[Assignment]:
The records should be written out in full, with nothing altered.

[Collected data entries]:
=-=-=-=-=
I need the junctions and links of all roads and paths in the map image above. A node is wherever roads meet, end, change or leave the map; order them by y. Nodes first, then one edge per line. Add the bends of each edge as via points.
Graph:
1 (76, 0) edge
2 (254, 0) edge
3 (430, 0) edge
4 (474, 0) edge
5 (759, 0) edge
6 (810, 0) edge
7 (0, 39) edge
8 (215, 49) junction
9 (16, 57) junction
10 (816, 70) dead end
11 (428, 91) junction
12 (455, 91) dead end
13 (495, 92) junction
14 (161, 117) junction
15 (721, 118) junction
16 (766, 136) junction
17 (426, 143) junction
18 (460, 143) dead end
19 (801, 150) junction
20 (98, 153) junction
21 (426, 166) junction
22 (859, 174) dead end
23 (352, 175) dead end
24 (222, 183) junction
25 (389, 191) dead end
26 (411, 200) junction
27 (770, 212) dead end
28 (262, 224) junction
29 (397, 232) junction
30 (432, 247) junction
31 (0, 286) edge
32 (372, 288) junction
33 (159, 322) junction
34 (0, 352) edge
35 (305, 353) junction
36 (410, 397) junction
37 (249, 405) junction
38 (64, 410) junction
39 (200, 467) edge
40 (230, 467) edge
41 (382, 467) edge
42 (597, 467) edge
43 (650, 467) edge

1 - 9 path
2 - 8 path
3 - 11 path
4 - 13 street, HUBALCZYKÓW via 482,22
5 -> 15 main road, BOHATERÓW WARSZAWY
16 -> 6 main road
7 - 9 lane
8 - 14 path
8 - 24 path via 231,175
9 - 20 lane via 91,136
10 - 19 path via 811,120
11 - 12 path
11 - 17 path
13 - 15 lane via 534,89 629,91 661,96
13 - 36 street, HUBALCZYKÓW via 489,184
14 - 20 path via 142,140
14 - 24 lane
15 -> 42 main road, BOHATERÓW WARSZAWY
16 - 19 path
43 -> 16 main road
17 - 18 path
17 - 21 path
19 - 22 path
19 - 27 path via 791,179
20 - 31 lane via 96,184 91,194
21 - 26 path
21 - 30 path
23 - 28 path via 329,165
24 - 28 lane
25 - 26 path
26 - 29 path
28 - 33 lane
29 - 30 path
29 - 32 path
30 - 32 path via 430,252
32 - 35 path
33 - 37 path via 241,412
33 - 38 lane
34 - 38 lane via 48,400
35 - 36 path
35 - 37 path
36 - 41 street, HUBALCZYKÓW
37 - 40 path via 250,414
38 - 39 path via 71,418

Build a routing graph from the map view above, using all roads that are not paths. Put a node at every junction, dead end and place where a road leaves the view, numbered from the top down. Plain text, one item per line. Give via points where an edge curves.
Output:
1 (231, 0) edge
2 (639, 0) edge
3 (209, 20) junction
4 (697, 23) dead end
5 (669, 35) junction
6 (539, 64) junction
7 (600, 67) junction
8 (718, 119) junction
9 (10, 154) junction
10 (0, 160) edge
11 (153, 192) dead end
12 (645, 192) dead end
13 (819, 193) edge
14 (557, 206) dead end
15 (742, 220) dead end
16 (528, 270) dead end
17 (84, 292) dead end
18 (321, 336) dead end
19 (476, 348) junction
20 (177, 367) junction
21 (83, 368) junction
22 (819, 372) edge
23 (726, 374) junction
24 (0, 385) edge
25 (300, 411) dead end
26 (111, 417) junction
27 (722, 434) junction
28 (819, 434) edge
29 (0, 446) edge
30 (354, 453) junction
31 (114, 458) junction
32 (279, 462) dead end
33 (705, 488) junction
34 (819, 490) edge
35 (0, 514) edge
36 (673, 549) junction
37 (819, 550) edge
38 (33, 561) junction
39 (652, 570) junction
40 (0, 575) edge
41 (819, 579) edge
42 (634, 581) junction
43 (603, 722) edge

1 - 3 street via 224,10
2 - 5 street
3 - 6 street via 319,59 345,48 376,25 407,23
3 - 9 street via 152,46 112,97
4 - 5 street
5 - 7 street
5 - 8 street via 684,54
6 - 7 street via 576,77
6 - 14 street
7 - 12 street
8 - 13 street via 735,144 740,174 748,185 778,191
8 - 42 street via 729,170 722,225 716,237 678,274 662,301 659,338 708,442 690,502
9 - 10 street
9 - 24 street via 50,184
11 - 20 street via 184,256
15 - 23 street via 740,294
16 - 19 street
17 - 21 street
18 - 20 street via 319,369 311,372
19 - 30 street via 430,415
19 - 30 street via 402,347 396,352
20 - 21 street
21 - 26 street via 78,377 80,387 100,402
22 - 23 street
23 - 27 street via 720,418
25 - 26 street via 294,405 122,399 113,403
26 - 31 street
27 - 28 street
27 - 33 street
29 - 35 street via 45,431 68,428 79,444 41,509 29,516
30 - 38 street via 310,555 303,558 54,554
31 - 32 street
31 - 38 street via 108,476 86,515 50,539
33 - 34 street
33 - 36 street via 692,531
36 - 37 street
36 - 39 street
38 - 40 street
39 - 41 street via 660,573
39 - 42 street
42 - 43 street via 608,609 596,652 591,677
=-=-=-=-=
[Result for this exercise]:
I need the junctions and links of all roads and paths in the map image above. A node is wherever roads meet, end, change or leave the map; order them by y. Nodes first, then one edge per line. Add the bends of each edge as via points.
Graph:
1 (76, 0) edge
2 (254, 0) edge
3 (430, 0) edge
4 (474, 0) edge
5 (759, 0) edge
6 (810, 0) edge
7 (0, 39) edge
8 (215, 49) junction
9 (16, 57) junction
10 (816, 70) dead end
11 (428, 91) junction
12 (455, 91) dead end
13 (495, 92) junction
14 (161, 117) junction
15 (721, 118) junction
16 (766, 136) junction
17 (426, 143) junction
18 (460, 143) dead end
19 (801, 150) junction
20 (98, 153) junction
21 (426, 166) junction
22 (859, 174) dead end
23 (352, 175) dead end
24 (222, 183) junction
25 (389, 191) dead end
26 (411, 200) junction
27 (770, 212) dead end
28 (262, 224) junction
29 (397, 232) junction
30 (432, 247) junction
31 (0, 286) edge
32 (372, 288) junction
33 (159, 322) junction
34 (0, 352) edge
35 (305, 353) junction
36 (410, 397) junction
37 (249, 405) junction
38 (64, 410) junction
39 (200, 467) edge
40 (230, 467) edge
41 (382, 467) edge
42 (597, 467) edge
43 (650, 467) edge

1 - 9 path
2 - 8 path
3 - 11 path
4 - 13 street, HUBALCZYKÓW via 482,22
5 -> 15 main road, BOHATERÓW WARSZAWY
16 -> 6 main road
7 - 9 lane
8 - 14 path
8 - 24 path via 231,175
9 - 20 lane via 91,136
10 - 19 path via 811,120
11 - 12 path
11 - 17 path
13 - 15 lane via 534,89 629,91 661,96
13 - 36 street, HUBALCZYKÓW via 489,184
14 - 20 path via 142,140
14 - 24 lane
15 -> 42 main road, BOHATERÓW WARSZAWY
16 - 19 path
43 -> 16 main road
17 - 18 path
17 - 21 path
19 - 22 path
19 - 27 path via 791,179
20 - 31 lane via 96,184 91,194
21 - 26 path
21 - 30 path
23 - 28 path via 329,165
24 - 28 lane
25 - 26 path
26 - 29 path
28 - 33 lane
29 - 30 path
29 - 32 path
30 - 32 path via 430,252
32 - 35 path
33 - 37 path via 241,412
33 - 38 lane
34 - 38 lane via 48,400
35 - 36 path
35 - 37 path
36 - 41 street, HUBALCZYKÓW
37 - 40 path via 250,414
38 - 39 path via 71,418

Build a routing graph from the map view above, using all roads that are not paths. Put a node at every junction, dead end and place where a road leaves the view, numbered from the top down. Plain text, one item per line. Give via points where an edge curves.
Output:
1 (231, 0) edge
2 (639, 0) edge
3 (209, 20) junction
4 (697, 23) dead end
5 (669, 35) junction
6 (539, 64) junction
7 (600, 67) junction
8 (718, 119) junction
9 (10, 154) junction
10 (0, 160) edge
11 (153, 192) dead end
12 (645, 192) dead end
13 (819, 193) edge
14 (557, 206) dead end
15 (742, 220) dead end
16 (528, 270) dead end
17 (84, 292) dead end
18 (321, 336) dead end
19 (476, 348) junction
20 (177, 367) junction
21 (83, 368) junction
22 (819, 372) edge
23 (726, 374) junction
24 (0, 385) edge
25 (300, 411) dead end
26 (111, 417) junction
27 (722, 434) junction
28 (819, 434) edge
29 (0, 446) edge
30 (354, 453) junction
31 (114, 458) junction
32 (279, 462) dead end
33 (705, 488) junction
34 (819, 490) edge
35 (0, 514) edge
36 (673, 549) junction
37 (819, 550) edge
38 (33, 561) junction
39 (652, 570) junction
40 (0, 575) edge
41 (819, 579) edge
42 (634, 581) junction
43 (603, 722) edge

1 - 3 street via 224,10
2 - 5 street
3 - 6 street via 319,59 345,48 376,25 407,23
3 - 9 street via 152,46 112,97
4 - 5 street
5 - 7 street
5 - 8 street via 684,54
6 - 7 street via 576,77
6 - 14 street
7 - 12 street
8 - 13 street via 735,144 740,174 748,185 778,191
8 - 42 street via 729,170 722,225 716,237 678,274 662,301 659,338 708,442 690,502
9 - 10 street
9 - 24 street via 50,184
11 - 20 street via 184,256
15 - 23 street via 740,294
16 - 19 street
17 - 21 street
18 - 20 street via 319,369 311,372
19 - 30 street via 430,415
19 - 30 street via 402,347 396,352
20 - 21 street
21 - 26 street via 78,377 80,387 100,402
22 - 23 street
23 - 27 street via 720,418
25 - 26 street via 294,405 122,399 113,403
26 - 31 street
27 - 28 street
27 - 33 street
29 - 35 street via 45,431 68,428 79,444 41,509 29,516
30 - 38 street via 310,555 303,558 54,554
31 - 32 street
31 - 38 street via 108,476 86,515 50,539
33 - 34 street
33 - 36 street via 692,531
36 - 37 street
36 - 39 street
38 - 40 street
39 - 41 street via 660,573
39 - 42 street
42 - 43 street via 608,609 596,652 591,677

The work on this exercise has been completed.